The following list of strategically important Google acquisitions belies the conventional wisdom that Google's scale and scope have been grown organically and as a result of Google in-house innovation.

  • Blogger (2/03) for blogging, Measure Map (2/06) for blog-tracking software, and Feedburner (5/07) for RSS feed and blog advertising network;
  • Picassa (7/04) and Panoramio (8/07) for digital photo management -- Google Images;
  • Urchin Software (3/05) and Trendanalyzer (3/07) for web traffic analysis i.e. Google Trends;
  • Keyhole (10/4) and Image America (7-07) for digital mapping and aerial imaging, i.e. Google Earth and Google Maps;
  • Dodgeball (5/05) and GrandCentral Communications (7/07) for text messaging and phone integration, i.e. Google Voice;
  • YouTube (10/06) On2 (8/09) for Internet broadcasting and video compression;
  • GreenBorder (5/07) and Postini (7/07) for web browsing and application security, ostensibly for online tracking;
  • DoubleClick (12/07) for display-ad-serving/analytics and Google's behavioral advertising/"interest-based advertising.
  • And proposed AdMob (11-09), Gizmo5 (11-09) and maybe Yelp (?)

Google has obviously concluded that it is a lot more efficient to achieve its monopolistic public mission "to organize the world's information," if Google actually owns or controls most of the world's most strategic information, and most all the strategic derivative private information associated with it, so competitors and others can't get access to it.

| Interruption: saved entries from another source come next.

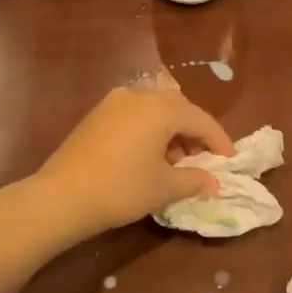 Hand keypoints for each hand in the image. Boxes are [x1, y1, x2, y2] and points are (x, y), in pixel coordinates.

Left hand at [33, 86, 234, 237]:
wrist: (61, 197)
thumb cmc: (121, 188)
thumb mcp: (164, 187)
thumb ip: (194, 180)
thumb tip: (213, 181)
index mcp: (161, 108)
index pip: (201, 120)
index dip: (219, 141)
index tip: (230, 160)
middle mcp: (139, 95)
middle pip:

The proof of Google's monopolistic intentions is that the second part of their mission, "to organize the world's information and make it universally accessible and useful," is simply not true, because Google routinely and non-neutrally blocks competitors' access to information that Google owns and controls, (and which, given Google's exceptional scale and scope, is increasingly necessary for search advertisng competitors and others -- in order to compete with GooglesNet.)

  • YouTube is the second largest generator of searches in the world, and has ~fifteen times the online video share of its closest rival.
    • Google excludes search advertising competitors from crawling Google's world-leading video archive called YouTube.
  • In the Google Book settlement, the DOJ in a statement of interest letter to the court, argued it was anti-competitive for Google to exclude search advertising competitors from crawling the several million book archive of digital orphan works that Google illegally copied.  

In sum, Google is not merely a search engine company, but a highly diversified digital information production/distribution and content-owning conglomerate.

  • Not only has Google amassed its monopoly scale and scope in good part via acquisition, but it also has strategically targeted the means of controlling the world's information, by dominating the monetization of digital information via their:
    • search advertising monopoly; 
    • search and display advertising integrated platform (via their acqusition of DoubleClick;) and 
    • proposed acquisition of AdMob (to dominate mobile advertising.)
  • On top of the scale/scope and domination of monetization achieved in part through acquisition, Google also excludes competitors from strategic information they require in order to compete.

There are more than enough correlated dots to connect here.

  • The increasingly clear Google monopolization picture that emerges from the connected dots is alarming to say the least.